The K-562 cell line was electroporated with 7 plasmid pairs that were presumed to drive cell-surface expression of 3 homologous LFA-1 heterodimers, PoCD11a/PoCD18, BoCD11a/BoCD18 and HuCD11a/HuCD18 and 4 heterologous LFA-1, BoCD11a/PoCD18, HuCD11a/PoCD18, PoCD11a/BoCD18 and PoCD11a/HuCD18. For electroporation, the Nucleofector technology (Amaxa Biosystems, Koeln, Germany) was used for LFA-1 transfection in the K-562 cell line, using the T-16 optimized protocol recommended by the manufacturer. Briefly, cells were passaged two days before nucleofection in order to reach a cell density of 5 to 6 × 105 cells/mL. Prior to nucleofection, 106 K-562 cells were centrifuged and the supernatant was completely discarded so that no visible residual medium covered the pellet. Then, 2.5 μg of each plasmid in 1 to 5 μL H2O were added to the pellet which was resuspended in Nucleofector Solution V (at room temperature) to a final concentration of 106 cells/100 μL. Thereafter, the solution was transferred into an Amaxa-certified cuvette to run the T-16 program. Next, 500 μL of pre-warmed RPMI-1640 were added to the cuvette and the solution was transferred into a 15 mL tube and incubated 10 min at 37 °C. Nucleofected cells were then placed into the well of a six well plate containing 1.5 mL of prewarmed DMEM and incubated for 24 h at 37 °C. Transfected K-562 were then washed with DPBS and rescued into 500 μL of RPMI-1640.

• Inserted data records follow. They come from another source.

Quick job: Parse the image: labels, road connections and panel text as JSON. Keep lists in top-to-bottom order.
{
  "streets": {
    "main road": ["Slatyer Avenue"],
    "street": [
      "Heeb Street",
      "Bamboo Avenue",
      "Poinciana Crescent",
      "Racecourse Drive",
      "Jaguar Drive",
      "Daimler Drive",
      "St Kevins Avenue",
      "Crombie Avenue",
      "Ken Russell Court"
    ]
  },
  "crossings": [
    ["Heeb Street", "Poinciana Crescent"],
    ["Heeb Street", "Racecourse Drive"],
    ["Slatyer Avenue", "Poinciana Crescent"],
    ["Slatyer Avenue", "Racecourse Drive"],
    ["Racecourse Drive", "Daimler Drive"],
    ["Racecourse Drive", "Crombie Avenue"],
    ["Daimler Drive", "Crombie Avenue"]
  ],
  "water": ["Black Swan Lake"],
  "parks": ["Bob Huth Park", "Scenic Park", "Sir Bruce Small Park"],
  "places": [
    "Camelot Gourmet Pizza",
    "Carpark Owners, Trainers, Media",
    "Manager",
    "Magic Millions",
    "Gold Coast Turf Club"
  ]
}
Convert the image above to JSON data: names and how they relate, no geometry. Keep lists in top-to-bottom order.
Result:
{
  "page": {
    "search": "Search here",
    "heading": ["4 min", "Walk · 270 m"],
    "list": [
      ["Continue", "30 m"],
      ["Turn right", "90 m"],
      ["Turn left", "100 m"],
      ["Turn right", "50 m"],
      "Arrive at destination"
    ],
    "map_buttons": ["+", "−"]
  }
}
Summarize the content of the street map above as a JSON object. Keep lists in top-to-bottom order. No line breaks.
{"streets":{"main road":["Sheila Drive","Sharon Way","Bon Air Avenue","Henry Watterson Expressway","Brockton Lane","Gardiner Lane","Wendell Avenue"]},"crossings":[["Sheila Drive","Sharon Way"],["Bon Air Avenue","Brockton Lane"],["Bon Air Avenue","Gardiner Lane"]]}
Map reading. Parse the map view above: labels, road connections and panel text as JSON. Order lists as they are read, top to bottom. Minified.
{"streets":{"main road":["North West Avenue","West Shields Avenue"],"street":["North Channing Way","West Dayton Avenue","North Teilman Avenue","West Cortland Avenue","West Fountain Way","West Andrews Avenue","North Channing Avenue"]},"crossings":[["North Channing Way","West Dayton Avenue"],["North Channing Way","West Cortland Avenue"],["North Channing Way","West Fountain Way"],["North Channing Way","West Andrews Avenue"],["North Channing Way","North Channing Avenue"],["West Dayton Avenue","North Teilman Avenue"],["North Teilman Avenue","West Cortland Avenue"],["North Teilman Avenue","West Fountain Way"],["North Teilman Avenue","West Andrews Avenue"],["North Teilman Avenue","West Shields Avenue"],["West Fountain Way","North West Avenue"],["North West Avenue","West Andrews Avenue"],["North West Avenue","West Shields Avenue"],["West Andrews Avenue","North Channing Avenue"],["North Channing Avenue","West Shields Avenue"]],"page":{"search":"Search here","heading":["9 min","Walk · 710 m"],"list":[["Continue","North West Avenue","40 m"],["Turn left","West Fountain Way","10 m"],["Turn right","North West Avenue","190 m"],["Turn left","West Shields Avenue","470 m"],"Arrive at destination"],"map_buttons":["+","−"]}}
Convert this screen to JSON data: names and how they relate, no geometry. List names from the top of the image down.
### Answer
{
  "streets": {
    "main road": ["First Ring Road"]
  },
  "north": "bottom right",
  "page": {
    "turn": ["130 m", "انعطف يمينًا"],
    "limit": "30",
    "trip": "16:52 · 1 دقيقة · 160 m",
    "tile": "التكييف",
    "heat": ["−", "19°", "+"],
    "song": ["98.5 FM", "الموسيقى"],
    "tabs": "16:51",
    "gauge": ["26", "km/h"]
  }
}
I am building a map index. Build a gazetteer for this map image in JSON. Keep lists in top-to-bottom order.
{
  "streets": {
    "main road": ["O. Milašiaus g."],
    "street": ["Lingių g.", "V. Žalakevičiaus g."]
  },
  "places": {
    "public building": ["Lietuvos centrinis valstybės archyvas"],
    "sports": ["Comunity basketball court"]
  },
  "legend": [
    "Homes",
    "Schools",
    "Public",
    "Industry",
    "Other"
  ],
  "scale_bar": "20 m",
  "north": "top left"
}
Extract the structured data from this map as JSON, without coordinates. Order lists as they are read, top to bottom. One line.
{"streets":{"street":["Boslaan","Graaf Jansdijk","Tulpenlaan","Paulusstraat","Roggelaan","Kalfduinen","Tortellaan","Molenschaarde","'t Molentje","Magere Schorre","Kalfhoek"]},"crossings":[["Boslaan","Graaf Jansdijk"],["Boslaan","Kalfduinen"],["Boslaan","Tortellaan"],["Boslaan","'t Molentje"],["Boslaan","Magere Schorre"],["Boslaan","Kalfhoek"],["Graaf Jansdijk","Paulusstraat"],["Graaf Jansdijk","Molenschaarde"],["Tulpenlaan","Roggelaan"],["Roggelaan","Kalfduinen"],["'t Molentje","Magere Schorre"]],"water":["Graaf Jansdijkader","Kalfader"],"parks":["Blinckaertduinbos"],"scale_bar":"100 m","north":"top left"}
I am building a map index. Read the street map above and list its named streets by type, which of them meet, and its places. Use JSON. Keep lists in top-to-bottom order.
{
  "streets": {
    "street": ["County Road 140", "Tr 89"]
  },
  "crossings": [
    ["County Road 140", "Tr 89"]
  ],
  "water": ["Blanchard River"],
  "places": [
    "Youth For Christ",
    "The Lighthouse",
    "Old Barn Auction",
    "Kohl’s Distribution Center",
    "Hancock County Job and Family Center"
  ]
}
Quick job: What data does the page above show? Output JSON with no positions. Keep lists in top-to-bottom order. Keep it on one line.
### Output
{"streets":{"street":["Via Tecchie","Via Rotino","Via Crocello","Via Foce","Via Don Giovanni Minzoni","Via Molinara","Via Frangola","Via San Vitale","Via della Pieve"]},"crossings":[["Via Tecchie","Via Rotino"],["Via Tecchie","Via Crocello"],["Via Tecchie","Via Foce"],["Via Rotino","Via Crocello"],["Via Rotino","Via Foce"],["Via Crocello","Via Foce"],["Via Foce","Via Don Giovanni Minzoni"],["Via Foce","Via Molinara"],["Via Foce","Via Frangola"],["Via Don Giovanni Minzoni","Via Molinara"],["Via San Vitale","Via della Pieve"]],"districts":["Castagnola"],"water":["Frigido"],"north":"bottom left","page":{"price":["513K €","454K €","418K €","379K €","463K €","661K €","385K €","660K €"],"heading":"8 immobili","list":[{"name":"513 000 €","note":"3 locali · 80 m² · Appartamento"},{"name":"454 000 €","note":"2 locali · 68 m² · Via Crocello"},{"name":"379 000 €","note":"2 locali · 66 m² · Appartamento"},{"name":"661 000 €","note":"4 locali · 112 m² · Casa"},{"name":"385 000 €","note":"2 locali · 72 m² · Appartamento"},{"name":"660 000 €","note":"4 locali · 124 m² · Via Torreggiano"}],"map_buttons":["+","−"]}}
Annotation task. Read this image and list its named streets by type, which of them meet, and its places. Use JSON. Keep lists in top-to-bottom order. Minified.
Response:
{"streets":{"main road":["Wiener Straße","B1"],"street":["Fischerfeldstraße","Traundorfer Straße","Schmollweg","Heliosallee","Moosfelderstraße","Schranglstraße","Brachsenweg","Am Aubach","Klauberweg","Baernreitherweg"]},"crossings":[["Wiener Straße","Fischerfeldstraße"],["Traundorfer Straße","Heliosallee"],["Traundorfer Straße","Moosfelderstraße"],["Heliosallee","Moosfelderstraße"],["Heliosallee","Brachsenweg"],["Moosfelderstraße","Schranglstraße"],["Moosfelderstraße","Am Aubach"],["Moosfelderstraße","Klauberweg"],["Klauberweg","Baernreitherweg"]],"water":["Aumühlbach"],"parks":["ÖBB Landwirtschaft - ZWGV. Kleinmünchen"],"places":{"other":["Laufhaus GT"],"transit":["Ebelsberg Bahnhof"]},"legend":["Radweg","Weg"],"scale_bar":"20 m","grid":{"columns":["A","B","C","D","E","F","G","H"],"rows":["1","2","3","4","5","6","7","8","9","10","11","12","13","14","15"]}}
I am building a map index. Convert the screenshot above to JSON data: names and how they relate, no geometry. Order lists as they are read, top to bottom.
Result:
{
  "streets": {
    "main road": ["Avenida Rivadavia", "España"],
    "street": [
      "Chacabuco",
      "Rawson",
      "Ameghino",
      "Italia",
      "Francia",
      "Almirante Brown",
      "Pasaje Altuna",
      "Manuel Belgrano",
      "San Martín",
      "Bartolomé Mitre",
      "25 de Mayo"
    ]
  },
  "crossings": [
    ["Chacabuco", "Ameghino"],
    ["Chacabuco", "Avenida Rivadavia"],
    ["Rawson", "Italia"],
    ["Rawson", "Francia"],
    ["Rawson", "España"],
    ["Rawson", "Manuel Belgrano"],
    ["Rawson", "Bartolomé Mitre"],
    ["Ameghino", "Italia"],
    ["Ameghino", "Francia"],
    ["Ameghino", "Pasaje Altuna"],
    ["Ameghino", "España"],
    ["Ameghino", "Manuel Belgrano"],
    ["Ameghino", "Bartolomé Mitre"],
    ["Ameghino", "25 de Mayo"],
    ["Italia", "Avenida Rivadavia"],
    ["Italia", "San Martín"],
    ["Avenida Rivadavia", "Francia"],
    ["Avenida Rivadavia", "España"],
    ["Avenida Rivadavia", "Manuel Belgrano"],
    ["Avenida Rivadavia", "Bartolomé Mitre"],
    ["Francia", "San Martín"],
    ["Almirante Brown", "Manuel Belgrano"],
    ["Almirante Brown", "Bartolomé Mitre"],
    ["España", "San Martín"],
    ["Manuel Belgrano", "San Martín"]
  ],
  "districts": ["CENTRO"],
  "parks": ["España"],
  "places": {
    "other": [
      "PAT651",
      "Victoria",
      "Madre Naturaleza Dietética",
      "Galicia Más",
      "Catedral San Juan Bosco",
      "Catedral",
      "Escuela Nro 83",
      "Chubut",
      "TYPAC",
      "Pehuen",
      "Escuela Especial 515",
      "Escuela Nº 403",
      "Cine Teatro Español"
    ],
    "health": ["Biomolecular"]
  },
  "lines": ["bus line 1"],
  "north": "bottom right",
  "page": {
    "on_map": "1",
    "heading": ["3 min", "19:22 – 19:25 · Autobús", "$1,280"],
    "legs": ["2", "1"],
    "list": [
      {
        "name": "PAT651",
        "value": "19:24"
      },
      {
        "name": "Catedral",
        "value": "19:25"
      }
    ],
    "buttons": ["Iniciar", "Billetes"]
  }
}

2.4. Probing of ectopic expression of CD11a/CD18 heterodimers at the cell surface

The success of each of the 7 double electroporation procedures to drive subsequent K-562 membrane expression of the LFA-1 intended was evaluated by flow cytometric detection of CD18 and CD11a-positive cells. Briefly, approximately 105 transfectants were washed three times in 1 mL DPBS/BSA1%, blocked further in ice-cold DPBS/BSA1% for 20 min, and successively exposed to relevant primary (for 20 min on ice) and AlexaFluor® 488-conjugated secondary (goat anti-mouse IgG for 20 min on ice) antibodies. Effective transfectants were identified using the BD FACSCanto flow cytometry system and associated BD FACSDiva software for detecting and counting fluorescent cells. For each experiment, the membrane expression rate obtained was defined as the mean between CD11a and CD18 positive cells. Positive and negative control cells for porcine LFA-1 cell-surface expression consisted in similarly processed porcine peripheral blood mononucleated cells (PBMC) extracted from fresh blood by the Accuspin System-Histopaque® 1077 (Sigma) [28] and human β2-integrin free K-562 cells respectively. The autofluorescence area (negative cells) was determined using K-562 cells similarly processed except that the primary antibody was replaced by an isotype-matched nonpertinent mAb.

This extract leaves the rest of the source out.